The 2014 Naval Academy football team ultimately rides or dies with junior quarterback Keenan Reynolds. While rushing for 31 touchdowns last season - an NCAA record for quarterbacks and a school record for any position - he successfully made himself the face that casual college football fans can pair with the Midshipmen. He's been named to pre-season watch lists for the Maxwell and O'Brien awards and some consider him an under-the-radar candidate to win this year's Heisman trophy.
To have a chance at winning any of those awards, Reynolds will have to have a great showing against big teams on big stages this year; Ohio State, Notre Dame and a game against Rutgers are key opportunities. But he won't get there alone; he's going to need some help. Football is a team sport after all and while Reynolds is going to be the leader and the star of this team, there are others on the field who are just as important to Navy's success.
Senior and team Co-Captain Noah Copeland will once again be lined up behind Reynolds as the starting fullback this season in Navy's double wing-like triple option offense. Copeland battled a few injuries last season and missed four games, but still rushed for 339 yards and a pair of touchdowns while averaging 4.9 yards per carry to go with three receptions for 43 yards and another score.
His sophomore season of 738 yards and five touchdowns (4.6 ypc) is more representative of his ability, but he's a solid blocker at the fullback position and even a better leader, which is why his teammates elected him as captain this year. Those are just as important as stats.
A lot of what Navy does on offense is letting Reynolds work his magic, but with his high profile this season teams will be planning for him all week. If Reynolds is contained, the coaching staff could turn to Copeland to carry the load on the ground as they have before. He rushed for a 153 yards on 28 attempts in Navy's 45-44 double-overtime loss to Toledo last season. In 2012, he recorded four games in which he had over 17 carries or more, all of which Navy won.
Copeland has it all; size, speed, elusiveness and vision. The fullback dive is a play that gets everything going in Navy's triple option; it puts the defense on their heels and often makes them key in on the man in the middle of the backfield, opening up opportunities for sweeps to the outside and play action for Reynolds and company on the perimeter.
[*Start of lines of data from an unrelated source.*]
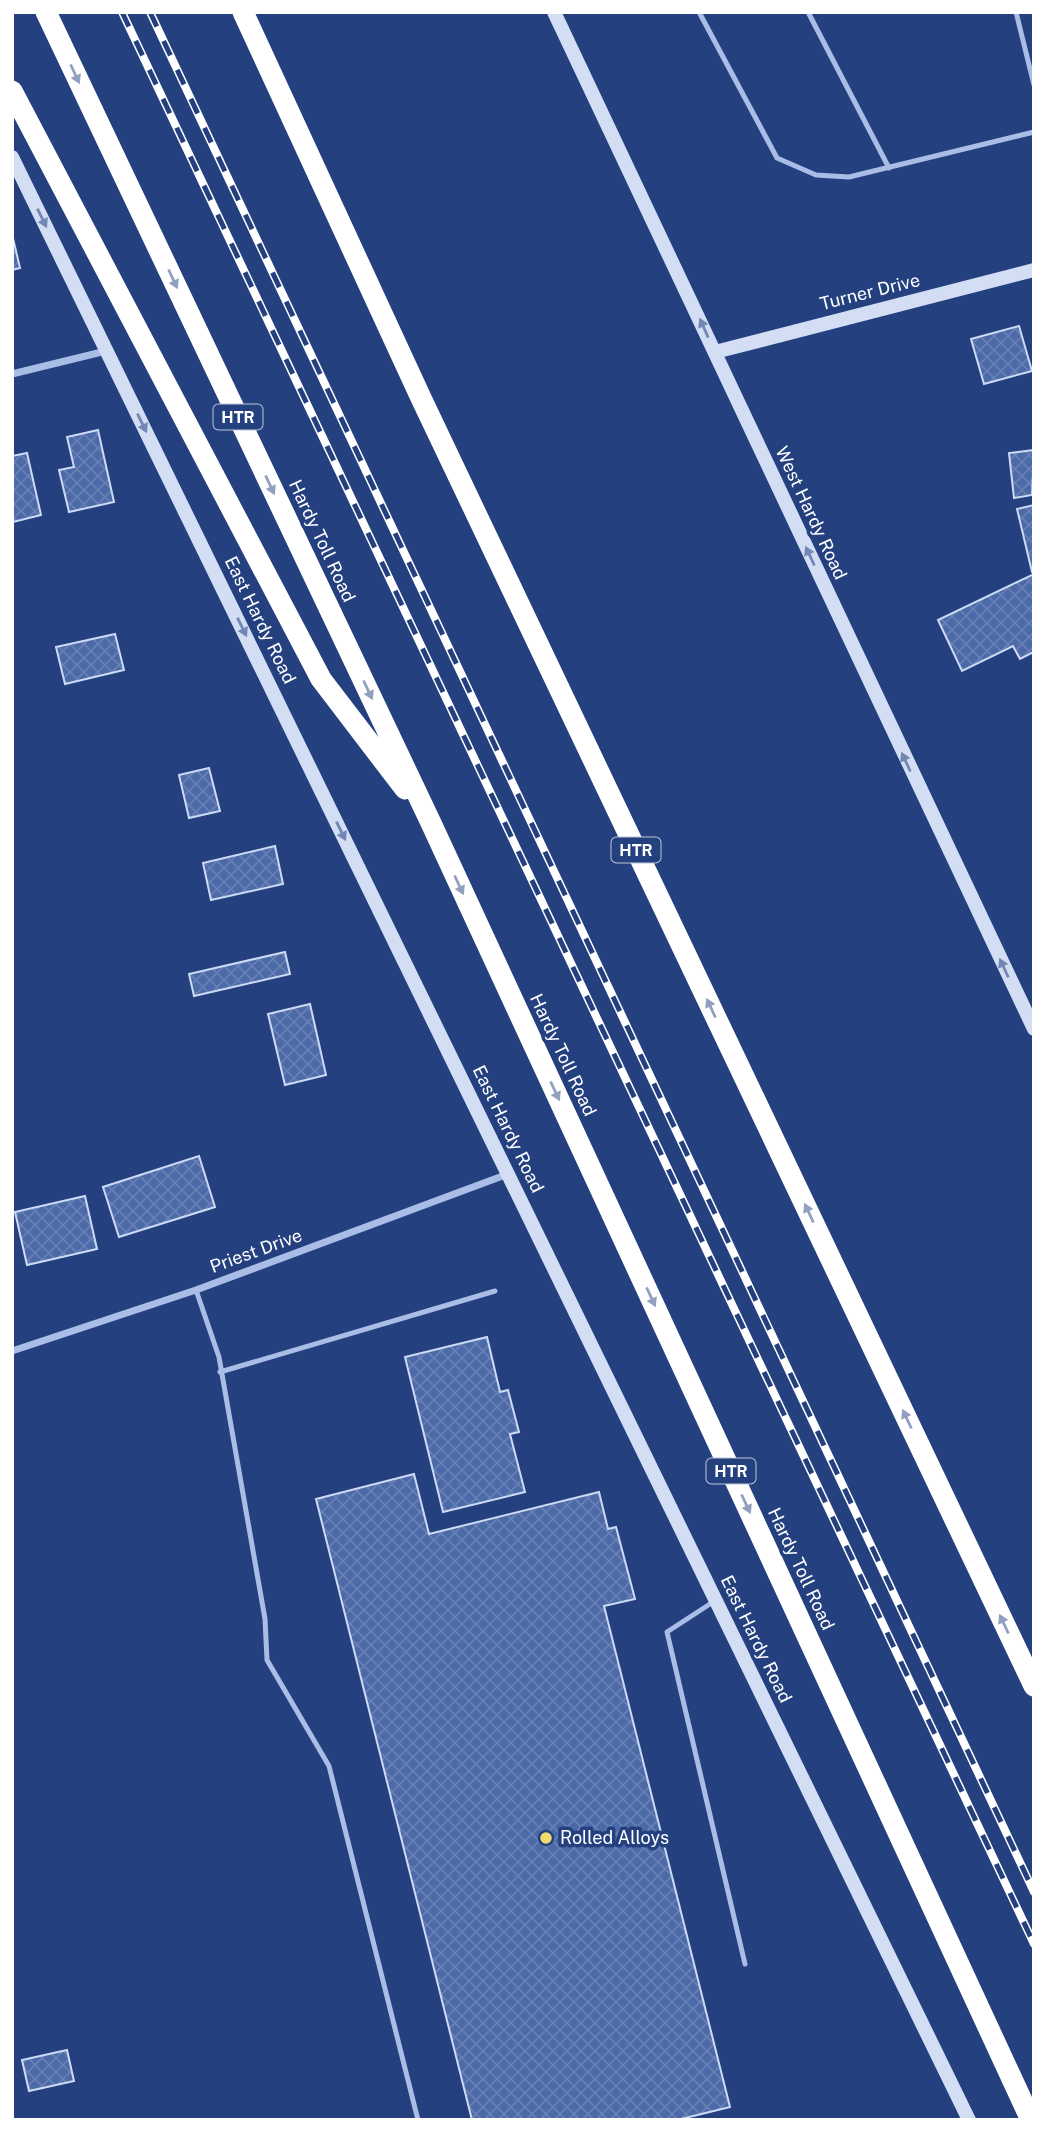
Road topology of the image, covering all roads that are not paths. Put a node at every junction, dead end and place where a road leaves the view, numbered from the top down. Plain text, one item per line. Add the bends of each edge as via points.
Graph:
1 (46, 12) edge
2 (243, 12) edge
3 (554, 12) edge
4 (699, 12) edge
5 (808, 12) edge
6 (1016, 12) edge
7 (1034, 85) edge
8 (12, 91) edge
9 (1034, 132) edge
10 (12, 157) edge
11 (889, 168) junction
12 (1034, 270) edge
13 (107, 351) junction
14 (715, 352) junction
15 (12, 374) edge
16 (431, 822) junction
17 (1034, 1030) edge
18 (508, 1174) junction
19 (196, 1290) junction
20 (495, 1291) dead end
21 (12, 1351) edge
22 (220, 1373) junction
23 (716, 1600) junction
24 (1034, 1686) edge
25 (745, 1964) dead end
26 (418, 2120) edge
27 (968, 2120) edge
28 (1031, 2120) edge

1 -> 16 highway, Hardy Toll Road / HTR
24 -> 2 highway, HTR via 421,398
14 -> 3 main road, West Hardy Road
4 - 11 lane via 777,158 816,175 849,177
5 - 11 lane
6 - 7 lane
8 - 16 highway via 321,679
9 - 11 lane
10 -> 13 main road, East Hardy Road
12 - 14 main road, Turner Drive
13 - 15 street
13 -> 18 main road, East Hardy Road
17 -> 14 main road, West Hardy Road
16 -> 28 highway, Hardy Toll Road / HTR
18 - 19 street, Priest Drive
18 - 23 main road, East Hardy Road
19 - 21 street, Priest Drive
19 - 22 lane
20 - 22 lane
22 - 26 lane via 265,1619 267,1660 329,1766
23 - 25 lane via 667,1632
23 - 27 main road, East Hardy Road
While Navy's fullback is often chosen by committee, look for Copeland to be the number one option this year as a blocker for Reynolds and the other backs, as well as a guy who can be a workhorse, soften the defense up, catch passes out of the backfield and be one of Navy's best overall weapons on offense.
Like Copeland, Gaines is a senior and a Co-Captain that brings a ton of experience and veteran leadership to this Navy team. Before switching to safety last season, Gaines had started 24 straight games at cornerback and has five career interceptions.
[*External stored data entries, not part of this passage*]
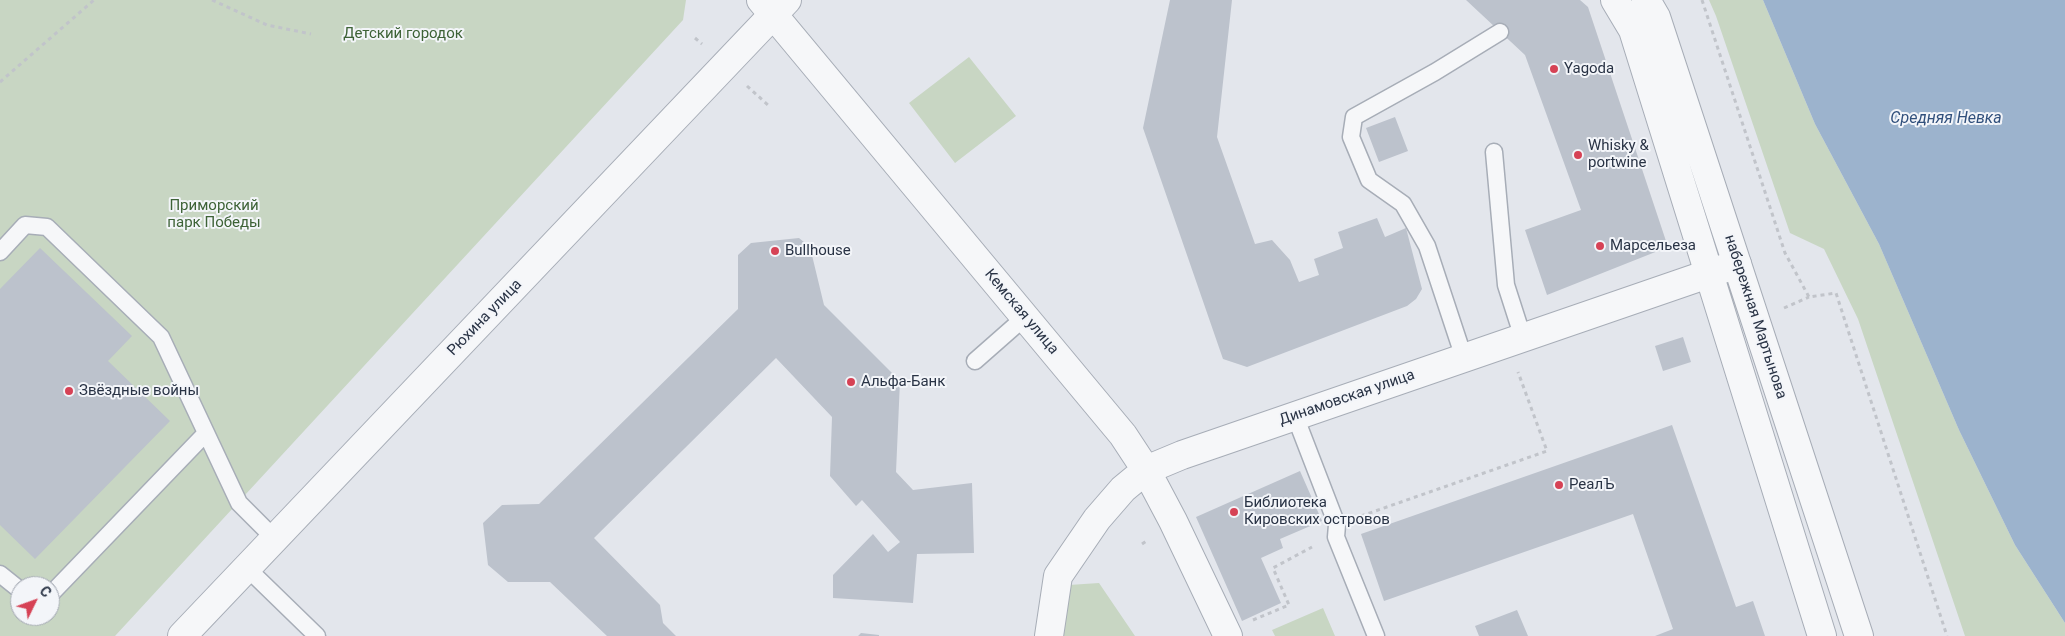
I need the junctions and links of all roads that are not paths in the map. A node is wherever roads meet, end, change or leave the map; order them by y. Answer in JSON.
{"nodes":[{"id":1,"x":1615,"y":0,"type":"edge"},
{"id":2,"x":1646,"y":0,"type":"edge"},
{"id":3,"x":774,"y":5,"type":"edge"},
{"id":4,"x":1500,"y":32,"type":"dead end"},
{"id":5,"x":1494,"y":152,"type":"dead end"},
{"id":6,"x":0,"y":252,"type":"edge"},
{"id":7,"x":1737,"y":264,"type":"junction"},
{"id":8,"x":1708,"y":274,"type":"junction"},
{"id":9,"x":1025,"y":316,"type":"junction"},
{"id":10,"x":1515,"y":340,"type":"junction"},
{"id":11,"x":1464,"y":358,"type":"junction"},
{"id":12,"x":975,"y":361,"type":"dead end"},
{"id":13,"x":1295,"y":416,"type":"junction"},
{"id":14,"x":206,"y":433,"type":"junction"},
{"id":15,"x":1146,"y":470,"type":"junction"},
{"id":16,"x":275,"y":538,"type":"junction"},
{"id":17,"x":247,"y":568,"type":"junction"},
{"id":18,"x":0,"y":574,"type":"edge"},
{"id":19,"x":10,"y":582,"type":"edge"},
{"id":20,"x":60,"y":585,"type":"edge"},
{"id":21,"x":182,"y":636,"type":"edge"},
{"id":22,"x":317,"y":636,"type":"edge"},
{"id":23,"x":1050,"y":636,"type":"edge"},
{"id":24,"x":1228,"y":636,"type":"edge"},
{"id":25,"x":1376,"y":636,"type":"edge"},
{"id":26,"x":1822,"y":636,"type":"edge"},
{"id":27,"x":1860,"y":636,"type":"edge"}],
"edges":[{"from":1,"to":8,"type":"street","name":"набережная Мартынова"},
{"from":2,"to":7,"type":"street","name":"набережная Мартынова"},
{"from":3,"to":9,"type":"street","name":"Кемская улица"},
{"from":3,"to":16,"type":"street","name":"Рюхина улица"},
{"from":4,"to":11,"type":"lane"},
{"from":5,"to":10,"type":"lane"},
{"from":6,"to":14,"type":"lane"},
{"from":7,"to":8,"type":"street","name":"Динамовская улица"},
{"from":7,"to":27,"type":"street","name":"набережная Мартынова"},
{"from":8,"to":10,"type":"street","name":"Динамовская улица"},
{"from":8,"to":26,"type":"street","name":"набережная Мартынова"},
{"from":9,"to":12,"type":"lane"},
{"from":9,"to":15,"type":"street","name":"Кемская улица"},
{"from":10,"to":11,"type":"street","name":"Динамовская улица"},
{"from":11,"to":13,"type":"street","name":"Динамовская улица"},
{"from":13,"to":15,"type":"street","name":"Динамовская улица"},
{"from":13,"to":25,"type":"lane"},
{"from":14,"to":16,"type":"lane"},
{"from":14,"to":20,"type":"lane"},
{"from":15,"to":23,"type":"street","name":"Динамовская улица"},
{"from":15,"to":24,"type":"street","name":"Кемская улица"},
{"from":16,"to":17,"type":"street","name":"Рюхина улица"},
{"from":17,"to":21,"type":"street","name":"Рюхина улица"},
{"from":17,"to":22,"type":"lane"},
{"from":18,"to":19,"type":"lane"}]}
In addition to being solid in coverage, Gaines is also good at closing in on ball carriers and bringing them down, recording 65 total tackles last season, two of those for a loss. Gaines has a reputation of showing up in big games too, like in 2012 against Notre Dame; he recorded 12 tackles and picked off the first pass of his career when he intercepted Everett Golson. Last season, in the Mids' bowl game, he was a big piece of the Navy defense that held Middle Tennessee State to just six points as well.
One area where Gaines could improve this season as a safety is coming downfield more and closing in on ball carriers near the line of scrimmage instead of chasing them down from behind. If Gaines can make that jump, he will make for a lethal defender in the Mids' secondary.
The stats are there for Jordan Drake; 43 tackles, three sacks, three tackles for loss and a forced fumble in 2013. But that was last season, when Drake was playing outside linebacker.
Coming into this season the Mids' are shorthanded at the middle linebacker positions, as they graduated two starters and recently lost senior Maika Polamalu, as he was forced to retire due to medical reasons. Inside-linebacker could pan out, but last season he buttered his bread with his ability to reach the quarterback from the outside rushing off the edge.
Drake is one of the best linebackers that Navy has had in recent years, but his transition inside will be something to watch. Maybe he'll excel at it , or maybe he'll shift back to the outside. Whatever happens, Drake is a necessity to have on the field if Navy wants to succeed on defense this season; no matter what position.
His listed position on Navy's website is swing back, but in this triple option offense it will not be uncommon to see the junior line up at running back, on the wing or out wide as a traditional wide receiver. Outside of Reynolds, Sanders is Navy's most electrifying offensive player.
Listed at just 5-7 and 160 pounds, Sanders did a nice job last season doubling as an explosive weapon out of the backfield as well as becoming one of Reynolds' favorite targets on the receiving end. The pint-sized player notched 340 yards on 42 carries and a touchdown on the ground while also catching 13 passes for 223 yards and a score.
Sanders will once again likely to be a part of a rotation in the backfield, but with his production last season on so few touches it's hard to not envision his role expanding in the Mids' offense. Outside of Reynolds and Copeland, he may be the most irreplaceable.